In terms of involvement with the community outside of that role, Nistrian lends her time to “Night to Shine” on the Eastside, partnering with the Tim Tebow Foundation for the past six years. The event provides a traditional prom night for individuals with special needs.
Nistrian also partners with Shower to the People, providing showers, clothes and warm meals twice a week for people who are homeless. When the pandemic closed down in-person instruction in the Northshore School District, Nistrian partnered with her publisher to get Mascot Books, a major publishing company, to donate over 16,000 books to the Northshore region schools to ensure that all students had access to books while the libraries were closed.
When Rami Al-Kabra and his wife chose Bothell as their home 12 years ago, it was because of the city’s affordability. According to Al-Kabra, their reasoning does not ring true anymore. They also moved to Bothell for its high-quality schools and central location.
“I’ve been a community advocate and bridge builder for 20 years,” Al-Kabra said. “I continued to work from the day I moved to Bothell, working very closely with the immigrant-Muslim community to establish our place of worship and to advocate on our behalf to government.”
Al-Kabra co-organized the first-ever March for Black Lives in Bothell following the murder of George Floyd. He also co-founded the Black Lives Matter Bothell Run Club, a running and walking community to help ensure that Black community members can enjoy Bothell’s trails. Al-Kabra was a part of establishing Anti-Racist Communities of Bothell and lobbied the Bothell City Council to establish a diversity and equity program.
He’s also recently been appointed to the city’s Landmark and Preservation board.
“I believe that we, as a city, need to bring to light and celebrate the contributions of the Indigenous and Black people who live in the area,” Al-Kabra said.
Al-Kabra immigrated to the United States at 18 years old. His parents believed in the power of education, and Al-Kabra earned an electrical engineering degree as well as a Masters in Business Administration.
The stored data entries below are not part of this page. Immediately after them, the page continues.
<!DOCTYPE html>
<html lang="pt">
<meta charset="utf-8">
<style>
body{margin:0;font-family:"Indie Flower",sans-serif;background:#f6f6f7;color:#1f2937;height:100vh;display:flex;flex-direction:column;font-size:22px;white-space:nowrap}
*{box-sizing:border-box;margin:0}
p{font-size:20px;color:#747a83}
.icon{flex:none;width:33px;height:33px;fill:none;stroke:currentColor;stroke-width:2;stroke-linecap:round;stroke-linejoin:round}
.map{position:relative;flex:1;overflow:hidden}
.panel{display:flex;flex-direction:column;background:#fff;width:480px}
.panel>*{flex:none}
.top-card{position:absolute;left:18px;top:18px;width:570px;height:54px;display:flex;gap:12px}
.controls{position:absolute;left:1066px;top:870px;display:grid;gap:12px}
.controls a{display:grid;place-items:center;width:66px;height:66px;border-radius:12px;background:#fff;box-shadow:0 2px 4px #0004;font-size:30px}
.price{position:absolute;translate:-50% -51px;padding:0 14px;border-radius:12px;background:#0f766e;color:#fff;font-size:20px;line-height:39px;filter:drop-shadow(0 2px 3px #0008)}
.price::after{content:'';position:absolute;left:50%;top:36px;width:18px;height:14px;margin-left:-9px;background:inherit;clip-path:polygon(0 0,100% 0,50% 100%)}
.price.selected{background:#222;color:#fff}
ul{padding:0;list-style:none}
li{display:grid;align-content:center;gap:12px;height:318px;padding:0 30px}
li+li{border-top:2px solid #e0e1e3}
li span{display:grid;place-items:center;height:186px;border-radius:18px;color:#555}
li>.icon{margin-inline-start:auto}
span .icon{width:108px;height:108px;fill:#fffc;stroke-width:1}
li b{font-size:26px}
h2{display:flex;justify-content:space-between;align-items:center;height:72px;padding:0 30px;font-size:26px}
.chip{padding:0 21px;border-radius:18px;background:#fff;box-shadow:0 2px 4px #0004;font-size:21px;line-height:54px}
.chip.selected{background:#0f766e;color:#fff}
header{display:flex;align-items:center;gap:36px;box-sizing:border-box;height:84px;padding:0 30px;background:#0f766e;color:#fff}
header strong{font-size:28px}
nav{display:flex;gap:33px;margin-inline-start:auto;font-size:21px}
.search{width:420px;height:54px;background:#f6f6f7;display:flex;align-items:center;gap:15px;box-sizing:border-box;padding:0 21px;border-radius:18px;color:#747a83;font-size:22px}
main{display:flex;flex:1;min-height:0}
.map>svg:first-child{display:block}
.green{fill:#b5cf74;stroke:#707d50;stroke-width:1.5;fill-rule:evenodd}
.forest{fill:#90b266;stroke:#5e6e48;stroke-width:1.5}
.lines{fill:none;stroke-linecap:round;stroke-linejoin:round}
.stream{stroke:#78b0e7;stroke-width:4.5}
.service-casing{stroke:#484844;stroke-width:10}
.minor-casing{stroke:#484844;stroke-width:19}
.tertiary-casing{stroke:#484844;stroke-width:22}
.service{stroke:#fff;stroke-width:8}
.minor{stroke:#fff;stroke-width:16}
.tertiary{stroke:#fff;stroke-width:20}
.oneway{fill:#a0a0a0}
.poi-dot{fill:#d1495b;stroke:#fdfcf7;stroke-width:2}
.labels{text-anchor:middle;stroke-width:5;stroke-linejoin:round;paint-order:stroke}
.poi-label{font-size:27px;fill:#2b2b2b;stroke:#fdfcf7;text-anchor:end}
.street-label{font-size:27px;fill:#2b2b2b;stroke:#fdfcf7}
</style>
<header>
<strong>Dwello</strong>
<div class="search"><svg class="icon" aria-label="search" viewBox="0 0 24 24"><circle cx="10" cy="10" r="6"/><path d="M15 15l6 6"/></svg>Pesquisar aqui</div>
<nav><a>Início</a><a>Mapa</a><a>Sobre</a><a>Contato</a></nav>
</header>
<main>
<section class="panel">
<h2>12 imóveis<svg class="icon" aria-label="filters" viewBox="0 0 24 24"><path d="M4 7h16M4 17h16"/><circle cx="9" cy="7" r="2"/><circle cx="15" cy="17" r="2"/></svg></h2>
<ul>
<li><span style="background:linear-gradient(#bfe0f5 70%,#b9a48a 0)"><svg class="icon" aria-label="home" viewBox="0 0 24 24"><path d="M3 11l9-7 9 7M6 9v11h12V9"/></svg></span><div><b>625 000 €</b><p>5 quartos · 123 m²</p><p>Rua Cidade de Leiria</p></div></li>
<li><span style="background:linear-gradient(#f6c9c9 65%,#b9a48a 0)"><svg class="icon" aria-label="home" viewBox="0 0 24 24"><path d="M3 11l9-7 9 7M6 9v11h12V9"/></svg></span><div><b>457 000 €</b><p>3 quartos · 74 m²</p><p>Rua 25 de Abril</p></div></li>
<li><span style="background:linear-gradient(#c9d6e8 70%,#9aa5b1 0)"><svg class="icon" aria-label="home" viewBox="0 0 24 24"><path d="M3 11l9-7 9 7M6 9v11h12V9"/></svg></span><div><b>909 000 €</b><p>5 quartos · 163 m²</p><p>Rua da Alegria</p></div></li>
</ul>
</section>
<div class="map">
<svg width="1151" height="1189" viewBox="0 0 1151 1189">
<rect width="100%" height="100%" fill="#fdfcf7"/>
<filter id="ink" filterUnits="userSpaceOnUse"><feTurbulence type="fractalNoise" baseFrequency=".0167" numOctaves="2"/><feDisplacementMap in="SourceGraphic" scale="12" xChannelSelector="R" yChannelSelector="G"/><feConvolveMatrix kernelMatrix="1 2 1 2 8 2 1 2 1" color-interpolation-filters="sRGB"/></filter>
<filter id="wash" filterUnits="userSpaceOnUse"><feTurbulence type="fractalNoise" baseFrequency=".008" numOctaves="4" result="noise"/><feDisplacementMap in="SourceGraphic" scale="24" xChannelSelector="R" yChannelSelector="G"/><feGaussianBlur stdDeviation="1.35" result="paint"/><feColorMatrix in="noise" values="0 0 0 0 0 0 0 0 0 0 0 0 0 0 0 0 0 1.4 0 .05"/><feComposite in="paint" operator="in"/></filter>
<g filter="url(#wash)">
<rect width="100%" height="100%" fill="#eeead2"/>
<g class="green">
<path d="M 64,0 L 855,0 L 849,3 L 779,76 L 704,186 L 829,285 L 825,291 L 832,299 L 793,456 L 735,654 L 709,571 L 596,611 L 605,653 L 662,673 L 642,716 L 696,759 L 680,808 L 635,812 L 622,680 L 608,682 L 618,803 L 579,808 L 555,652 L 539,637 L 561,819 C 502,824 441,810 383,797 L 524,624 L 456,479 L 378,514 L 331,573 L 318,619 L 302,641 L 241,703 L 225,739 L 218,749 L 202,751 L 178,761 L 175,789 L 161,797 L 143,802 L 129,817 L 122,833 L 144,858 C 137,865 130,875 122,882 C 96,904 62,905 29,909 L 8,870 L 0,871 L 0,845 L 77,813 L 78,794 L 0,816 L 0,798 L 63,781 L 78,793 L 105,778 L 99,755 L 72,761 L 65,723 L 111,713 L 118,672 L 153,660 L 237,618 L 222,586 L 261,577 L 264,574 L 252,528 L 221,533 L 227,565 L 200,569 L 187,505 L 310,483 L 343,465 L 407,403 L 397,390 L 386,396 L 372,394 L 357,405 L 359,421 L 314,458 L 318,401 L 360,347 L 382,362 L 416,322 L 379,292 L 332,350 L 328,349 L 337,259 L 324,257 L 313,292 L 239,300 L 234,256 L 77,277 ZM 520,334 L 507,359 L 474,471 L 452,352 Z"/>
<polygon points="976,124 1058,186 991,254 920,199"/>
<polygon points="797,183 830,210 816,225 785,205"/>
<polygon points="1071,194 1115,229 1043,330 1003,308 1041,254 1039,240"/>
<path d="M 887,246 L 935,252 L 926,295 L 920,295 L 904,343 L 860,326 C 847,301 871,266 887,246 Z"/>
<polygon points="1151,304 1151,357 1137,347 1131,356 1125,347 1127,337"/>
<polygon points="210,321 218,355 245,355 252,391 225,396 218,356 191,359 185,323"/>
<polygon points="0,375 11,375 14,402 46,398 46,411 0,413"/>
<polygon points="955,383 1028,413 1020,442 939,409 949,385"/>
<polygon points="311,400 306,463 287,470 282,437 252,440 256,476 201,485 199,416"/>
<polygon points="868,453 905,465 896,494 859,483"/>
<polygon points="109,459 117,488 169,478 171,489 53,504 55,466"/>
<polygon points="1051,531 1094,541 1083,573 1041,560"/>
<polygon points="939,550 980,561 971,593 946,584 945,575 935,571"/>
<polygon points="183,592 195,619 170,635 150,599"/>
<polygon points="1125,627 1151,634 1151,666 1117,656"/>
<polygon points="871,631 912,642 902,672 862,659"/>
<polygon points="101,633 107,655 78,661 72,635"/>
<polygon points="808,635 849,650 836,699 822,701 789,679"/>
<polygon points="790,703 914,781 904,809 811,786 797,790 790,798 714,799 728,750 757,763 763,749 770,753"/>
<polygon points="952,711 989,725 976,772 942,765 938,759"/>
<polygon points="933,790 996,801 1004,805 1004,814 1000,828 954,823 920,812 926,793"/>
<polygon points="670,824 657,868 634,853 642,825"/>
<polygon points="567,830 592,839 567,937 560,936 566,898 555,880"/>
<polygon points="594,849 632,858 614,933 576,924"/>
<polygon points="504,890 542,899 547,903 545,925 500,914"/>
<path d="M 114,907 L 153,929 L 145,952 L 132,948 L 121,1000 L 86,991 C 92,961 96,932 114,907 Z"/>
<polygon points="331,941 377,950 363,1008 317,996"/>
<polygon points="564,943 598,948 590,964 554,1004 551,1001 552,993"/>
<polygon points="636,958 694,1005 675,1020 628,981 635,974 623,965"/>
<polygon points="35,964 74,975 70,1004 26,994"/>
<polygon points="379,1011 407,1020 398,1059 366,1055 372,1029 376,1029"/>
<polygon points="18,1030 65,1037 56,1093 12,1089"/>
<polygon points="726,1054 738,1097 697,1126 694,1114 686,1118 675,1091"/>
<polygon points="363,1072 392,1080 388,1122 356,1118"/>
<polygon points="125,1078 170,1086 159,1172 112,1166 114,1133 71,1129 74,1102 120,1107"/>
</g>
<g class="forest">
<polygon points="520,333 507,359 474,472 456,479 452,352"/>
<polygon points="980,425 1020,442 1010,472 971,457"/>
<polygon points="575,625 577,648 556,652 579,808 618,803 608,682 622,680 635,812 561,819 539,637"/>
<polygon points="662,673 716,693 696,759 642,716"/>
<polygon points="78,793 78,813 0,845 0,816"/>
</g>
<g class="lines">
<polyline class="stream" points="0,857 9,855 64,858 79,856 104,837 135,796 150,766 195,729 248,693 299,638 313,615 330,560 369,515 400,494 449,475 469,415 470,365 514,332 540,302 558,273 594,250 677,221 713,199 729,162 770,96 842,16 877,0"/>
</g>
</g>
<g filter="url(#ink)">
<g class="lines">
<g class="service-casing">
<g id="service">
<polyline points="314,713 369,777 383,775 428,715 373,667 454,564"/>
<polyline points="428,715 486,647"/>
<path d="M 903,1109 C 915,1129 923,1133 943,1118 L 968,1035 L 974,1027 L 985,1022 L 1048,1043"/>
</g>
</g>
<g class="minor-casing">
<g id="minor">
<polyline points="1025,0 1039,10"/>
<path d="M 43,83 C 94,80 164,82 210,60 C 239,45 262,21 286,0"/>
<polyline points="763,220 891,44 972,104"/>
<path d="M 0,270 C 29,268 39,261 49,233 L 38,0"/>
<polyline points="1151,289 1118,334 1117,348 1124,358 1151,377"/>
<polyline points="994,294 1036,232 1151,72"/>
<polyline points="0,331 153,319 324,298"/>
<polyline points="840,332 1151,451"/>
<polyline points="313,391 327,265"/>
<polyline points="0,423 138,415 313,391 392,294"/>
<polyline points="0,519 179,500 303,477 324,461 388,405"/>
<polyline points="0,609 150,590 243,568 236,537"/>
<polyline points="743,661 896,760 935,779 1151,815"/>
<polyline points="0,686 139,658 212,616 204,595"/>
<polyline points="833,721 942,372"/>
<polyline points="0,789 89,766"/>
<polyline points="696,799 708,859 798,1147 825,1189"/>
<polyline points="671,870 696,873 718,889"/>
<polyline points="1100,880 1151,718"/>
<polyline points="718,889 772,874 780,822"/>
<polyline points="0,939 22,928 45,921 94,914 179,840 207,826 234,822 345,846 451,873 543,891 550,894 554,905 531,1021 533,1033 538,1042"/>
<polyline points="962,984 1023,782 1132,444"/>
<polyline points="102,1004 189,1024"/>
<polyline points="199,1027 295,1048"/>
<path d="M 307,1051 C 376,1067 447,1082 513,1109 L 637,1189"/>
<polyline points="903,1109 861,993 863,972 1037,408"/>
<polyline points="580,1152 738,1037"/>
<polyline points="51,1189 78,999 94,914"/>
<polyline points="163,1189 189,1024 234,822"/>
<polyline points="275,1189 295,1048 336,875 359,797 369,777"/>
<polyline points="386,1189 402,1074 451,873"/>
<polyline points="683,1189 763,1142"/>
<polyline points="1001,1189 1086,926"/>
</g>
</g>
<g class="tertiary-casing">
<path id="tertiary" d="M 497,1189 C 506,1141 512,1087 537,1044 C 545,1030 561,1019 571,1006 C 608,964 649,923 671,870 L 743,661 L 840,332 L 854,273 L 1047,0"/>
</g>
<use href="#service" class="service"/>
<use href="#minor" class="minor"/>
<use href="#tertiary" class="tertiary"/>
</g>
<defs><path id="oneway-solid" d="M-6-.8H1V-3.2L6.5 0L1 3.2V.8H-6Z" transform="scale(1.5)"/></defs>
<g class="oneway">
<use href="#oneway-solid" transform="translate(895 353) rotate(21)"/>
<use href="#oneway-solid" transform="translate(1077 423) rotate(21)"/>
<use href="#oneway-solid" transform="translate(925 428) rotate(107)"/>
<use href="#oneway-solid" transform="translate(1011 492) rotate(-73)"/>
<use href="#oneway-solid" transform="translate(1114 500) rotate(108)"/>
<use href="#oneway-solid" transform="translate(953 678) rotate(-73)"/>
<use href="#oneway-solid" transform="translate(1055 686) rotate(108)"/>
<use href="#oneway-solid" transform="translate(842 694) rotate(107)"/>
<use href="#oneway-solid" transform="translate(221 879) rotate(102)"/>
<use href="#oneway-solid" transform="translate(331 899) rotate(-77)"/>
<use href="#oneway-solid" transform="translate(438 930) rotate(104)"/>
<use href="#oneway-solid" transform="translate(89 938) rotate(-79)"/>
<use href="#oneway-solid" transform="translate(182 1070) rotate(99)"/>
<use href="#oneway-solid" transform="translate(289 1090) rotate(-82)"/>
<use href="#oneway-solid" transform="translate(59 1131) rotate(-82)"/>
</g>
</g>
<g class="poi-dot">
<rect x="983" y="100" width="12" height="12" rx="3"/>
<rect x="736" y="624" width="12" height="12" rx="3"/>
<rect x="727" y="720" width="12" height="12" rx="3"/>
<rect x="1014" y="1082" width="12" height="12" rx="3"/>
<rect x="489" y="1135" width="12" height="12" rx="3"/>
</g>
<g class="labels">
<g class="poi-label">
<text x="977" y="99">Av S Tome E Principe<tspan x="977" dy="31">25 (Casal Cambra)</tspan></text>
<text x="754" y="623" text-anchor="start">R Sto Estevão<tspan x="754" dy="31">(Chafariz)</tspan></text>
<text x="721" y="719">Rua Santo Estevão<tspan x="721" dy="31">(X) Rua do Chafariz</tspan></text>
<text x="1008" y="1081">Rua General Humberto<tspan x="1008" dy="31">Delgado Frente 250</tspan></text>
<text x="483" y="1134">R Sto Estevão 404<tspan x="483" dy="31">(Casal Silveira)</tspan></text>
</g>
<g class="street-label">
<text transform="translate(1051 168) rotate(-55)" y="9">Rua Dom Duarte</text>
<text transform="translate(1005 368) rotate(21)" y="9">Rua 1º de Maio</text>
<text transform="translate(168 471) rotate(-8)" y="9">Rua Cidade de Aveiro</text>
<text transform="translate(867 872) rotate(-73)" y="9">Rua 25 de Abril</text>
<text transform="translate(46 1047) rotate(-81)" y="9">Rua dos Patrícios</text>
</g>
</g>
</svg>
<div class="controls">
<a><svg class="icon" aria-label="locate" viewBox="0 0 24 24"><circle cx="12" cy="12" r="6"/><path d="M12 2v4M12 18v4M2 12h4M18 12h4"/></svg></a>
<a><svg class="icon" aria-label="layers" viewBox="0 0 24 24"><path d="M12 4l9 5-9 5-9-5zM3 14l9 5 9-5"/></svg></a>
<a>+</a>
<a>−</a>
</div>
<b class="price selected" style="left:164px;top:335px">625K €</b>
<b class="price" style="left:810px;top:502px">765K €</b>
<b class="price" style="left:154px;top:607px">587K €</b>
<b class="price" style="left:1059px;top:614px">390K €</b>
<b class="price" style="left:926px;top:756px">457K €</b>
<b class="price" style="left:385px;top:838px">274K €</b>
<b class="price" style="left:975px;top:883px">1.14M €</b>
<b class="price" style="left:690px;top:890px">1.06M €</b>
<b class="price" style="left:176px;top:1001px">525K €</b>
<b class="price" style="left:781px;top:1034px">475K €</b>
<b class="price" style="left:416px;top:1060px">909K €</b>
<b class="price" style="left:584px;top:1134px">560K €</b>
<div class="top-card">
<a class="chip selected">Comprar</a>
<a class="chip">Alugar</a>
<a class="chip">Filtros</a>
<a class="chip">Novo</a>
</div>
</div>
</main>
He and his wife have three children together who have attended various Bothell schools.
People have been priced out of neighboring cities, and Bothell is growing because of that. Bothell has since become more diverse than it once was, according to Al-Kabra, and he is representative of foreign-born Bothell residents.
“One of my tenets is to have a government that is more transparent and be intentional in my outreach to the communities who do not usually interact with government,” Al-Kabra said, “because of whatever their backgrounds are.”
Al-Kabra has many topics he would like to focus on if elected to Bothell City Council. He wants to see a more green city with tree-lined sidewalks and affordable housing. He wants a more inclusive community for not just people with similar backgrounds to his, but people of all backgrounds. Al-Kabra wants to see money put into the parks department and an increase in mental health programming. He supports small businesses starting up and wants to make it easier for them to become a part of the Bothell community.
“We really need to look deep into what are the values of the city,” Al-Kabra said.
Al-Kabra wants to make Bothell a one-stop-shop for everyone. He wants a more walkable city for visitors and residents alike. Most of all, he wants to make it a destination for people to live, work and play in, and he sees the current state of the city as an opportunity to make that vision a reality.
“Uniting efforts is actually better,” Al-Kabra said. “Especially after last year, I felt the need to be on your city council so my voice will be heard firsthand at the decision-making table.”